Much like the musical choices he makes here, his biography has intrepid aspects throughout. A Ghanaian immigrant raised in the impoverished, crime-infested town of Edmonton, he took to poetry and piano and as a teenager, then left to busk and live on the streets of Paris. In singing covers and his own songs, he soon found his own songs increasingly verbose, dramatic and assured, moving beyond the confines of pop music. He gained some notoriety on the Paris music scene, played a few festivals, got love from the likes of Björk and Sir Paul McCartney, and, soon after an appearance on Later With Jools Holland, Clementine became the most shared artist on Spotify, leading to a major label deal.

On his debut, Clementine's voice and own piano accompaniment is restless and always moving, singing as if to break free from some unseen restraint. The lyrics often touch on searching and seeking, of leaving a place, perpetually moving. Or as he puts it on "Adios," "I will be forever chasing it all 'till the very end." The song reflects such restlessness; It begins in musical theater, moves into double time with the melody hinting at the drama of the tango, before a violin line leads into a mumbled monologue from Clementine. From there, his piano returns and accentuates each line, his tenor soaring to the stratosphere before the full song returns.
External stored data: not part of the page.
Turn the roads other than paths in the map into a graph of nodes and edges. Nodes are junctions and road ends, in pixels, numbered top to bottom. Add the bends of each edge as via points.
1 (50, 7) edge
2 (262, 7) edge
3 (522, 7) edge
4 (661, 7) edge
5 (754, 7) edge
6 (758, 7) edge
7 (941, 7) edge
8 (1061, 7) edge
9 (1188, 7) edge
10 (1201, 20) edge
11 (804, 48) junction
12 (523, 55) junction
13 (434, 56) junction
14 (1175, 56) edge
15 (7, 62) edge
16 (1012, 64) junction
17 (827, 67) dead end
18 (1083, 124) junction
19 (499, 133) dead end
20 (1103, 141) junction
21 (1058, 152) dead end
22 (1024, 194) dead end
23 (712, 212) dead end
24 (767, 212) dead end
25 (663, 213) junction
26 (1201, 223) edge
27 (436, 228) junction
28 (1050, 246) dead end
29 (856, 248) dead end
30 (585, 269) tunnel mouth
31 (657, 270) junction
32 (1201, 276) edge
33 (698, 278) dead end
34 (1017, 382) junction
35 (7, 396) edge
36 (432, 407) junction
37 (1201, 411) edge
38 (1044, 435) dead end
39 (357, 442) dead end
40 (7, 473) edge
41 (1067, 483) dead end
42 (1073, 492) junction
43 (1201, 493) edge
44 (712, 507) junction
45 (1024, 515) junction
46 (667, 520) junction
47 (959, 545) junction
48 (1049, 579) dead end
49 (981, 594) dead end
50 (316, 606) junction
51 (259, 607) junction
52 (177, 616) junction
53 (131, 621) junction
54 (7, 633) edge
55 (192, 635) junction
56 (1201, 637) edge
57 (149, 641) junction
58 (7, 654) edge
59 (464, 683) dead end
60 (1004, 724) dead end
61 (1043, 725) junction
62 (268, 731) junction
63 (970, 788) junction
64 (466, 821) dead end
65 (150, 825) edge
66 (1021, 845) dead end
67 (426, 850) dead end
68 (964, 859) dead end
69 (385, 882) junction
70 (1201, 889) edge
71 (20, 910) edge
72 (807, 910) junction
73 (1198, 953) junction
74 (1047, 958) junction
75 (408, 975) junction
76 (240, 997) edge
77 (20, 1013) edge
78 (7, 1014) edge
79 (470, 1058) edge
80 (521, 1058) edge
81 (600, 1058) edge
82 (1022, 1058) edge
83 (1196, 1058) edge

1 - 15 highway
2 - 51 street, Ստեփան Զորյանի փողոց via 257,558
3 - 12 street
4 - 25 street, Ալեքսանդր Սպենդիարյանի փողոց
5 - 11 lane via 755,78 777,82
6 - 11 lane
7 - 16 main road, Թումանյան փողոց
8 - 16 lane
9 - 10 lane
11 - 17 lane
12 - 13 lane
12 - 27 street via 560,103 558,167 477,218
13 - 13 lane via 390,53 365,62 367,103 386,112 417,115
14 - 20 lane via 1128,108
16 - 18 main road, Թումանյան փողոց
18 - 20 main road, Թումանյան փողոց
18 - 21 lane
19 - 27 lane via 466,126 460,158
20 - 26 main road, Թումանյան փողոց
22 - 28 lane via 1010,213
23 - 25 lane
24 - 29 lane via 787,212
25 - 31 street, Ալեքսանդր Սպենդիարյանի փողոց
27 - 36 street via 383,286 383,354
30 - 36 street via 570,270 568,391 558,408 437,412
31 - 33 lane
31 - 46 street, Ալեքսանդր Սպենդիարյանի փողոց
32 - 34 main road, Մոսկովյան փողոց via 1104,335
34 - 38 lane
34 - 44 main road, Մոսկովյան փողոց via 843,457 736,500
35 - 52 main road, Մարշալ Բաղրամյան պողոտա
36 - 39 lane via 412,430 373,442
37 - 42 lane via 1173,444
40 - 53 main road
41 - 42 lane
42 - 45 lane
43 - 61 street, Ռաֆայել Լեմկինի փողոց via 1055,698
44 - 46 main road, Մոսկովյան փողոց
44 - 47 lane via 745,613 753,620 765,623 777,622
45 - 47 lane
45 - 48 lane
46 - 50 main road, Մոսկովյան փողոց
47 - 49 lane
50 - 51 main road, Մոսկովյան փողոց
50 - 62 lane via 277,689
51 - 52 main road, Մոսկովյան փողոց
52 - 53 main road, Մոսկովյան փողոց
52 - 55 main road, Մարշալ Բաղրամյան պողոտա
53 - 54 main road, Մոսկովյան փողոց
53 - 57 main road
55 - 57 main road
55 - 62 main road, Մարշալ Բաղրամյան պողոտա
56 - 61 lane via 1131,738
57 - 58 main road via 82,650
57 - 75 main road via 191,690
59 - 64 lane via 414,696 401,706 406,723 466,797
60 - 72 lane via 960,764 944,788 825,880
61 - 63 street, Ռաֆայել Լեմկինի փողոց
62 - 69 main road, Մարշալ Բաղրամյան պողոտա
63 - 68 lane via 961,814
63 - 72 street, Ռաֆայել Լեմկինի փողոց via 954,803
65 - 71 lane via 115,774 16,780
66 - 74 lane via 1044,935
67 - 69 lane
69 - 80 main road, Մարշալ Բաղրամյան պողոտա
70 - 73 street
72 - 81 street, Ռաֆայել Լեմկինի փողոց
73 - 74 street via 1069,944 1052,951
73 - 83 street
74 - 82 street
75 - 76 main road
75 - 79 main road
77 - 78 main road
With the urgency, strength, passion, and fury in his voice, it's no surprise that Clementine continues to garner comparison to the likes of Nina Simone. But with his penchant for the highly emotive and theatrical, Clementine also brings to mind the likes of Antony Hegarty and Rufus Wainwright. At Least For Now has the same amount of assurance, longing and grace as both gentlemen's own, now-classic debut albums. Who knows what bold leaps lie ahead for Clementine?